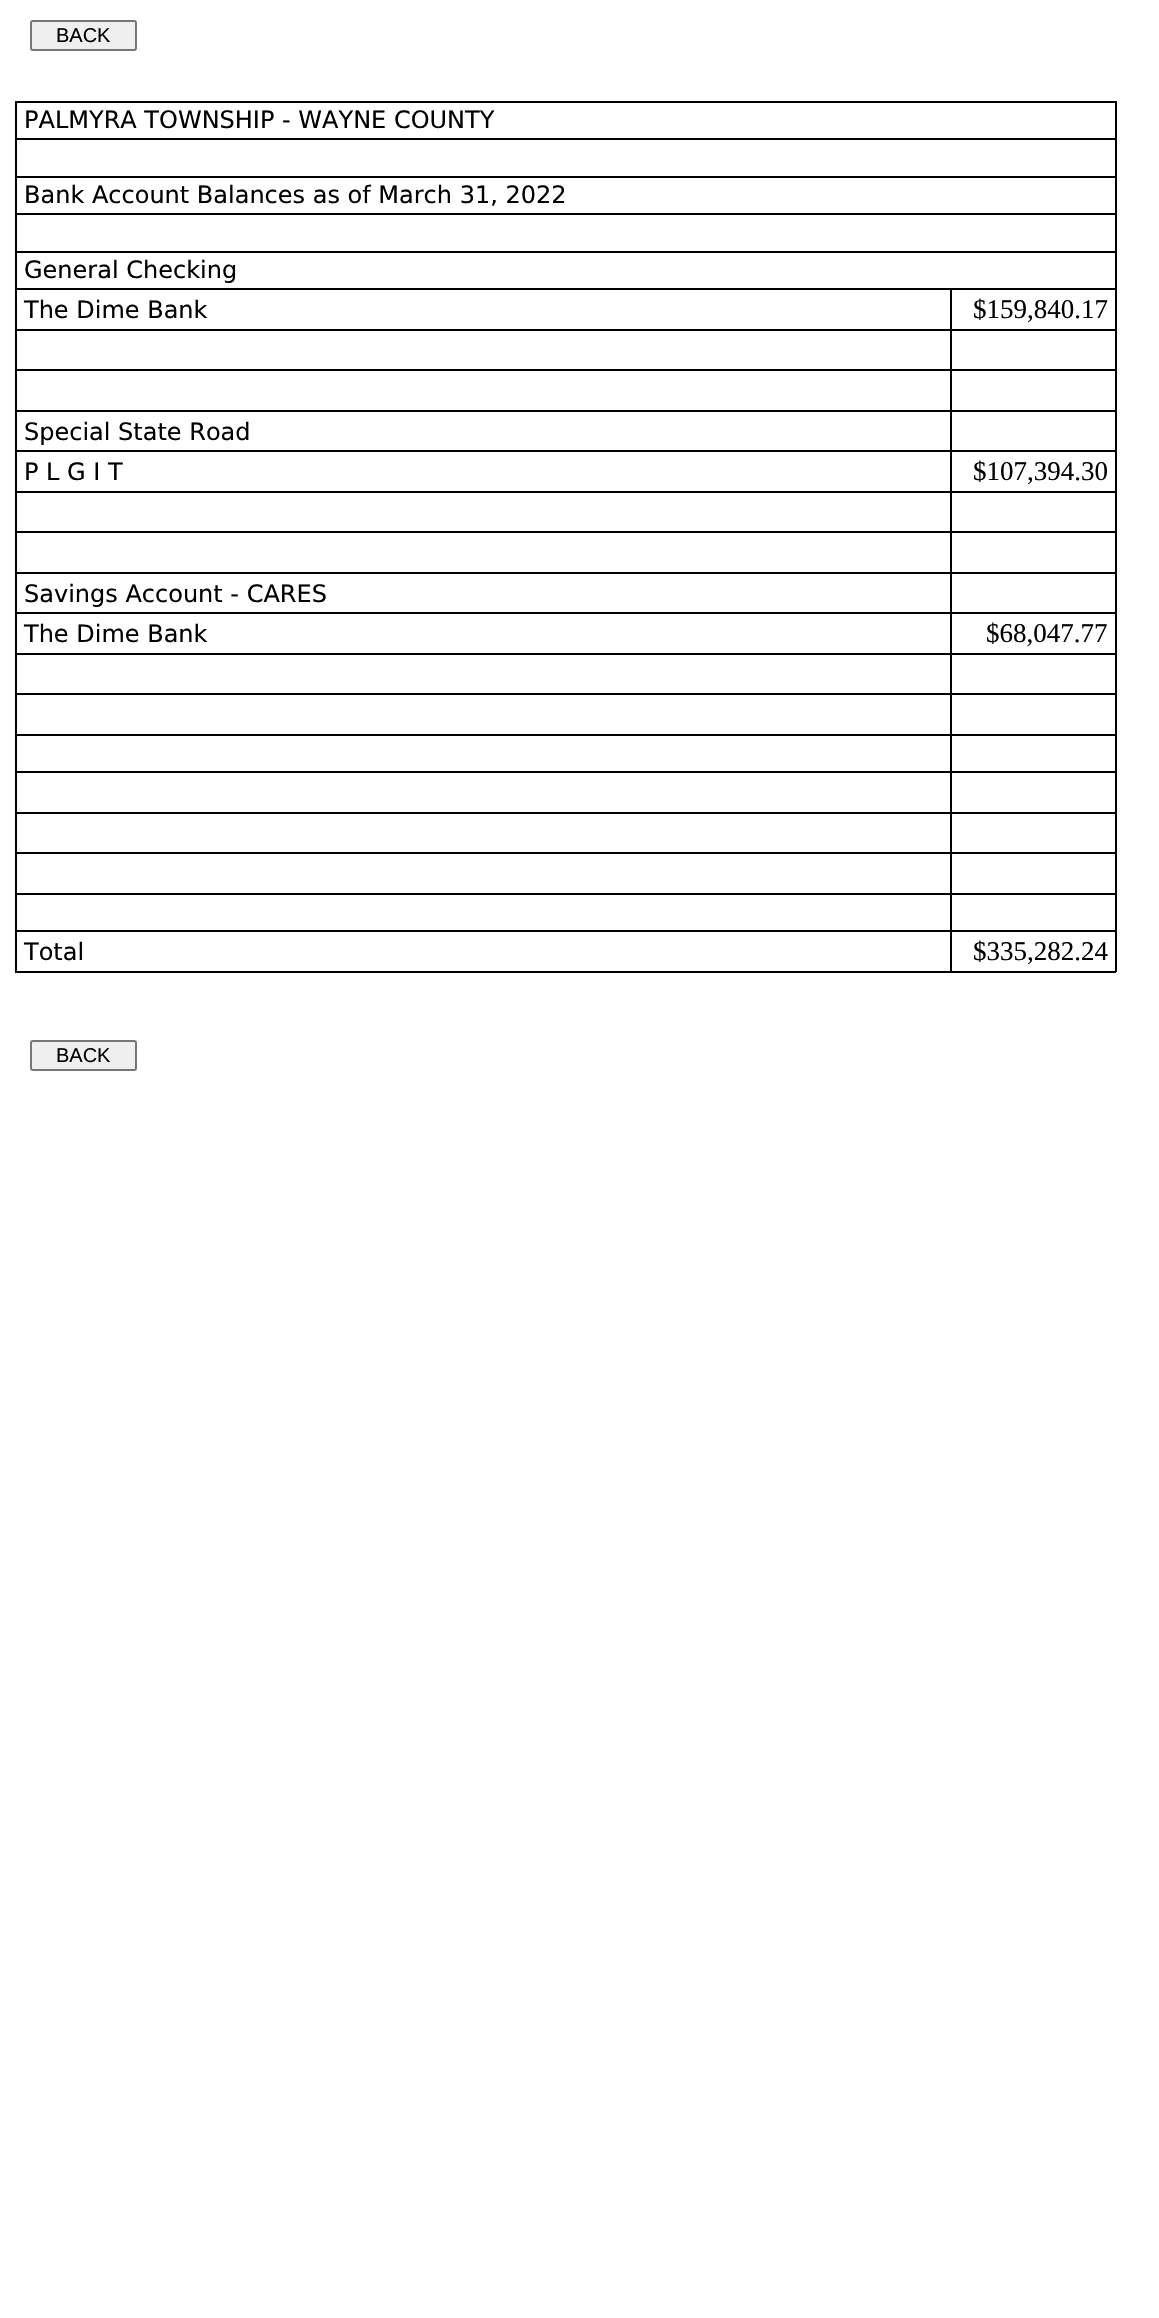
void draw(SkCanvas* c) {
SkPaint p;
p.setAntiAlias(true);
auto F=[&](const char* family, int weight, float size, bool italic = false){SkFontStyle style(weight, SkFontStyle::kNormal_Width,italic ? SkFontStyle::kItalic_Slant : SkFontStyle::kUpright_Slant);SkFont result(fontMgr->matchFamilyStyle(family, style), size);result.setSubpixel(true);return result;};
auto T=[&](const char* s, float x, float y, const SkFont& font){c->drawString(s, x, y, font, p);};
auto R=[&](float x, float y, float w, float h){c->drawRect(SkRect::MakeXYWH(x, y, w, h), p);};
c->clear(0xffffffff);
p.setColor(0xffefefef);
c->drawRoundRect(SkRect::MakeXYWH(31,21,105,29),2,2,p);
p.setStroke(true);
p.setStrokeWidth(2);
p.setColor(0xff767676);
c->drawRoundRect(SkRect::MakeXYWH(31,21,105,29),2,2,p);
auto f1 = F("Liberation Sans",400,20);
p.setStroke(false);
p.setColor(0xff000000);
T("BACK",56,42,f1);
R(15,101,1101,2);
R(1115,101,2,871);
R(15,971,1101,2);
R(15,101,2,871);
auto f2 = F("DejaVu Sans",400,24);
T("PALMYRA TOWNSHIP - WAYNE COUNTY",24,128,f2);
R(15,138,1101,2);
R(15,176,1101,2);
T("Bank Account Balances as of March 31, 2022",24,203,f2);
R(15,213,1101,2);
R(15,251,1101,2);
T("General Checking",24,278,f2);
R(15,288,1101,2);
T("The Dime Bank",24,318,f2);
auto f3 = F("Liberation Serif",400,27);
T("$159,840.17",973,318,f3);
R(15,329,1101,2);
R(15,369,1101,2);
R(15,410,1101,2);
T("Special State Road",24,440,f2);
R(15,450,1101,2);
T("P L G I T",24,480,f2);
T("$107,394.30",973,480,f3);
R(15,491,1101,2);
R(15,531,1101,2);
R(15,572,1101,2);
T("Savings Account - CARES",24,602,f2);
R(15,612,1101,2);
T("The Dime Bank",24,642,f2);
T("$68,047.77",986,642,f3);
R(15,653,1101,2);
R(15,693,1101,2);
R(15,734,1101,2);
R(15,771,1101,2);
R(15,812,1101,2);
R(15,852,1101,2);
R(15,893,1101,2);
R(15,930,1101,2);
T("Total",24,960,f2);
R(950,288,2,684);
T("$335,282.24",973,960,f3);
p.setColor(0xffefefef);
c->drawRoundRect(SkRect::MakeXYWH(31,1041,105,29),2,2,p);
p.setStroke(true);
p.setColor(0xff767676);
c->drawRoundRect(SkRect::MakeXYWH(31,1041,105,29),2,2,p);
p.setStroke(false);
p.setColor(0xff000000);
T("BACK",56,1062,f1);
}
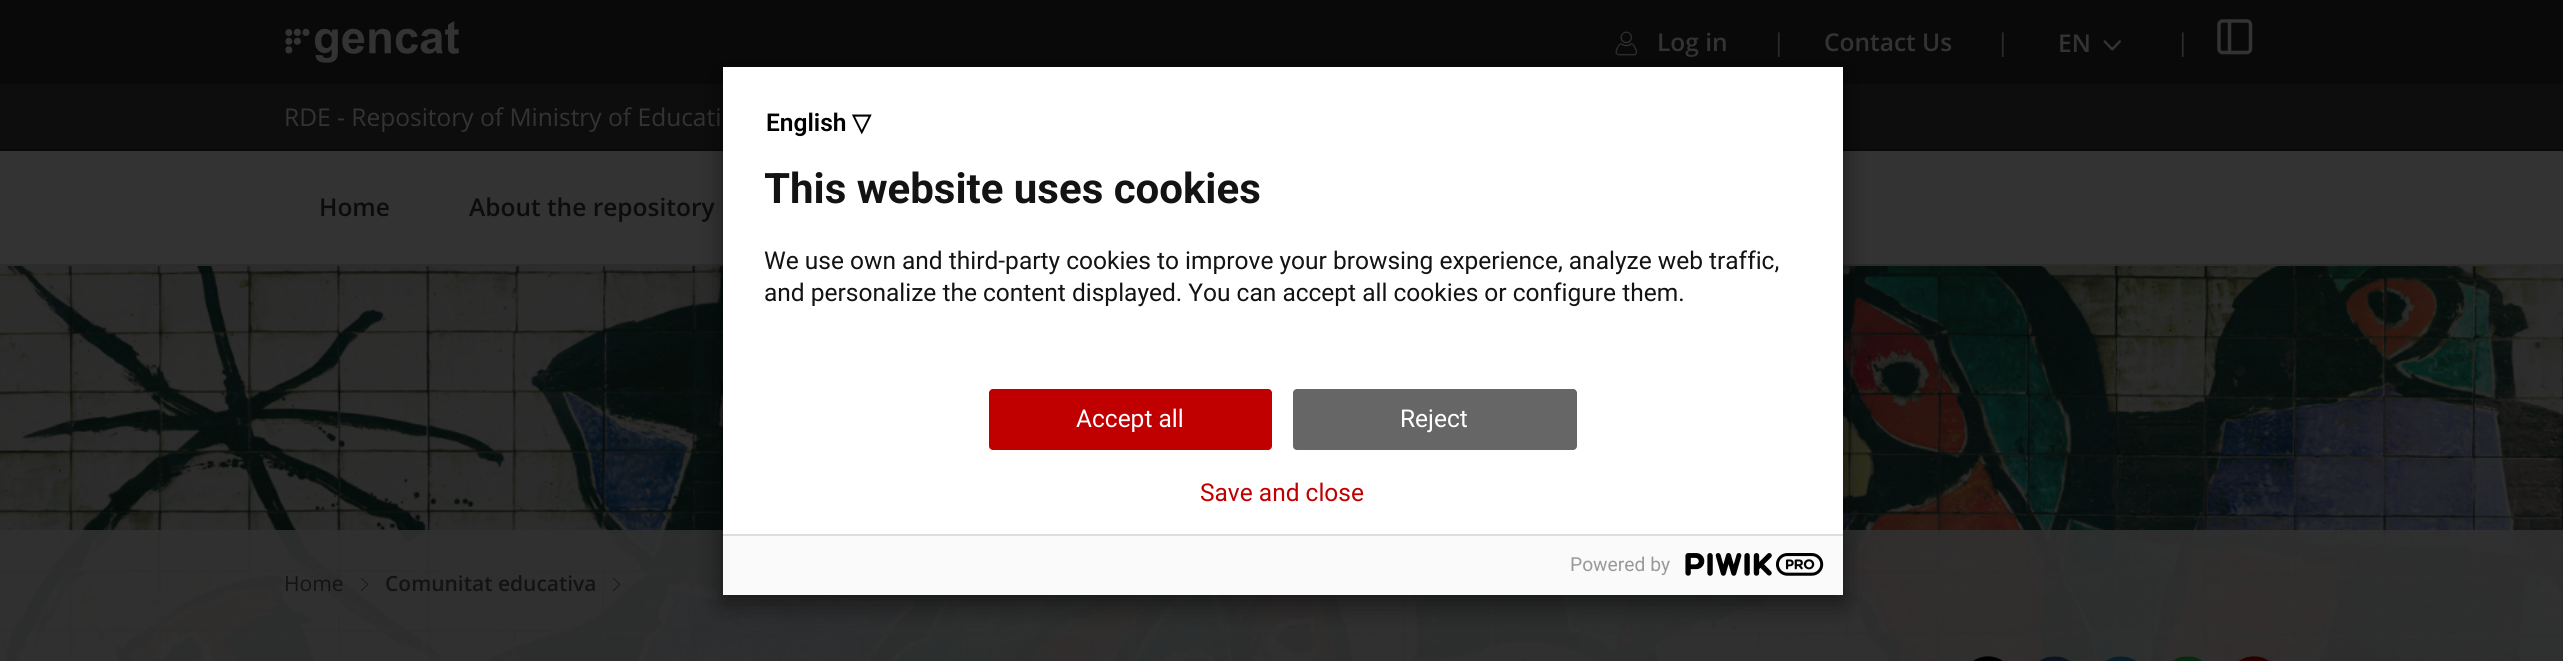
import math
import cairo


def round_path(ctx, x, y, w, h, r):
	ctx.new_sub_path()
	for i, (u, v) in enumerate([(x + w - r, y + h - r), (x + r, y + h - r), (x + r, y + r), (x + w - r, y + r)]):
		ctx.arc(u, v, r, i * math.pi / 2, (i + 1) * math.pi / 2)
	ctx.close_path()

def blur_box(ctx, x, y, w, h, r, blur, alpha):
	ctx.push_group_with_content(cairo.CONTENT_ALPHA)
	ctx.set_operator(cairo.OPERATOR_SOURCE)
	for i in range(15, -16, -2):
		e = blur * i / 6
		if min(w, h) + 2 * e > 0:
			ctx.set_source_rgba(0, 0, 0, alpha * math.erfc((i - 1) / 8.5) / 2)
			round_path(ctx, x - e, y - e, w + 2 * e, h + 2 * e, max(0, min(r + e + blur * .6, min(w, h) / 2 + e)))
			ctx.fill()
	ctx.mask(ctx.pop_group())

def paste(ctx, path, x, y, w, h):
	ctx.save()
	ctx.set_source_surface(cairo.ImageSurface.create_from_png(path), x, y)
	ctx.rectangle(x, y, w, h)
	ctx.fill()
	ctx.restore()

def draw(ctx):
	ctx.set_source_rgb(1, 1, 1)
	ctx.paint()
	ctx.set_source_rgb(0.039, 0.039, 0.039)
	ctx.rectangle(0, 149, 2563, 2)
	ctx.fill()
	ctx.rectangle(0, 0, 2563, 84)
	ctx.fill()
	paste(ctx, 'media/1.png', 285, 21, 174, 42)
	paste(ctx, 'media/2.png', 1615, 31, 23, 25)
	ctx.select_font_face('Open Sans SemiBold')
	ctx.set_font_size(24.5)
	ctx.set_source_rgb(0.2, 0.2, 0.2)
	ctx.move_to(1657, 51)
	ctx.show_text('Log in')
	ctx.select_font_face('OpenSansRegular')
	ctx.set_source_rgb(0.173, 0.173, 0.173)
	ctx.move_to(1772, 51)
	ctx.show_text('|')
	ctx.select_font_face('Open Sans SemiBold')
	ctx.set_source_rgb(0.2, 0.2, 0.2)
	ctx.move_to(1824, 51)
	ctx.show_text('Contact Us')
	ctx.select_font_face('OpenSansRegular')
	ctx.set_source_rgb(0.173, 0.173, 0.173)
	ctx.move_to(1996, 51)
	ctx.show_text('|')
	ctx.select_font_face('Open Sans SemiBold')
	ctx.set_source_rgb(0.2, 0.2, 0.2)
	ctx.move_to(2058, 52)
	ctx.show_text('EN')
	paste(ctx, 'media/3.png', 2103, 40, 18, 11)
	ctx.select_font_face('OpenSansRegular')
	ctx.set_source_rgb(0.173, 0.173, 0.173)
	ctx.move_to(2176, 51)
	ctx.show_text('|')
	paste(ctx, 'media/4.png', 2217, 19, 36, 36)
	ctx.set_source_rgb(0.051, 0.051, 0.051)
	ctx.rectangle(0, 84, 2563, 65)
	ctx.fill()
	ctx.set_source_rgb(0.2, 0.2, 0.2)
	ctx.move_to(284, 126)
	ctx.show_text('RDE - Repository of Ministry of Educati')
	ctx.rectangle(0, 151, 2563, 113)
	ctx.fill()
	ctx.set_source_rgb(0.173, 0.173, 0.173)
	ctx.rectangle(0, 264, 2563, 2)
	ctx.fill()
	ctx.select_font_face('Open Sans SemiBold')
	ctx.set_source_rgb(0.047, 0.047, 0.047)
	ctx.move_to(319, 216)
	ctx.show_text('Home')
	ctx.move_to(469, 216)
	ctx.show_text('About the repository')
	paste(ctx, 'media/6.png', 0, 266, 2563, 395)
	ctx.set_source_rgba(0.192, 0.192, 0.192, 0.9)
	ctx.rectangle(0, 530, 2563, 131)
	ctx.fill()
	ctx.set_source_rgb(0, 0, 0)
	blur_box(ctx, 723, 75, 1120, 529, 0, 13, 0.5)
	ctx.set_source_rgb(1, 1, 1)
	ctx.rectangle(723, 67, 1120, 467)
	ctx.fill()
	ctx.select_font_face('Roboto SemiBold')
	ctx.set_source_rgb(0, 0, 0)
	ctx.move_to(766, 131)
	ctx.show_text('English')
	ctx.select_font_face('DejaVu Sans', cairo.FONT_SLANT_NORMAL, cairo.FONT_WEIGHT_BOLD)
	ctx.move_to(852, 131)
	ctx.show_text('▽')
	ctx.save()
	ctx.rectangle(765, 109, 1036, 238)
	ctx.clip()
	ctx.select_font_face('Roboto', cairo.FONT_SLANT_NORMAL, cairo.FONT_WEIGHT_BOLD)
	ctx.set_font_size(42)
	ctx.set_source_rgb(0.078, 0.078, 0.078)
	ctx.move_to(764, 203)
	ctx.show_text('This website uses cookies')
	ctx.restore()
	ctx.select_font_face('Roboto')
	ctx.set_source_rgb(0.078, 0.078, 0.078)
	ctx.move_to(764, 269)
	ctx.show_text('We use own and third-party cookies to improve your browsing experience, analyze web traffic,')
	ctx.move_to(764, 301)
	ctx.show_text('and personalize the content displayed. You can accept all cookies or configure them.')
	ctx.set_source_rgb(0.753, 0, 0)
	round_path(ctx, 989, 389, 283, 61, 4)
	ctx.fill()
	ctx.set_source_rgb(1, 1, 1)
	ctx.move_to(1076, 427)
	ctx.show_text('Accept all')
	ctx.set_source_rgb(0.4, 0.4, 0.4)
	round_path(ctx, 1293, 389, 284, 61, 4)
	ctx.fill()
	ctx.set_source_rgb(1, 1, 1)
	ctx.move_to(1400, 427)
	ctx.show_text('Reject')
	ctx.set_source_rgb(0.753, 0, 0)
	ctx.move_to(1200, 501)
	ctx.show_text('Save and close')
	ctx.set_source_rgb(0.98, 0.98, 0.98)
	ctx.rectangle(723, 536, 1120, 59)
	ctx.fill()
	ctx.set_source_rgb(0.867, 0.867, 0.867)
	ctx.rectangle(723, 534, 1120, 2)
	ctx.fill()
	ctx.set_font_size(19.25)
	ctx.set_source_rgb(0.6, 0.6, 0.6)
	ctx.move_to(1570, 571)
	ctx.show_text('Powered by')
	paste(ctx, 'media/5.png', 1685, 553, 139, 23)
	ctx.select_font_face('OpenSansRegular')
	ctx.set_font_size(21)
	ctx.set_source_rgb(0.078, 0.078, 0.078)
	ctx.move_to(284, 591)
	ctx.show_text('Home')
	paste(ctx, 'media/7.png', 361, 578, 8, 13)
	ctx.select_font_face('Open Sans SemiBold')
	ctx.move_to(385, 591)
	ctx.show_text('Comunitat educativa')
	paste(ctx, 'media/8.png', 613, 578, 8, 13)
	paste(ctx, 'media/9.png', 1973, 656, 30, 5)
	paste(ctx, 'media/10.png', 2039, 656, 31, 5)
	paste(ctx, 'media/11.png', 2106, 656, 30, 5)
	paste(ctx, 'media/12.png', 2172, 656, 31, 5)
	paste(ctx, 'media/13.png', 2239, 656, 30, 5)


surface = cairo.ImageSurface(cairo.FORMAT_RGB24, 2563, 661)
ctx = cairo.Context(surface)
options = cairo.FontOptions()
options.set_hint_metrics(cairo.HINT_METRICS_OFF)
options.set_hint_style(cairo.HINT_STYLE_NONE)
ctx.set_font_options(options)
ctx.set_miter_limit(4)
draw(ctx)
surface.write_to_png('image.png')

#### Task goal
Exactly the lines from the top of the listing through the line with "auto R=[&](float x, float", and no pictures, should be printed.

#### Exercise answer
void draw(SkCanvas* c) {
SkPaint p;
p.setAntiAlias(true);
auto F=[&](const char* family, int weight, float size, bool italic = false){SkFontStyle style(weight, SkFontStyle::kNormal_Width,italic ? SkFontStyle::kItalic_Slant : SkFontStyle::kUpright_Slant);SkFont result(fontMgr->matchFamilyStyle(family, style), size);result.setSubpixel(true);return result;};
auto T=[&](const char* s, float x, float y, const SkFont& font){c->drawString(s, x, y, font, p);};
auto R=[&](float x, float y, float w, float h){c->drawRect(SkRect::MakeXYWH(x, y, w, h), p);};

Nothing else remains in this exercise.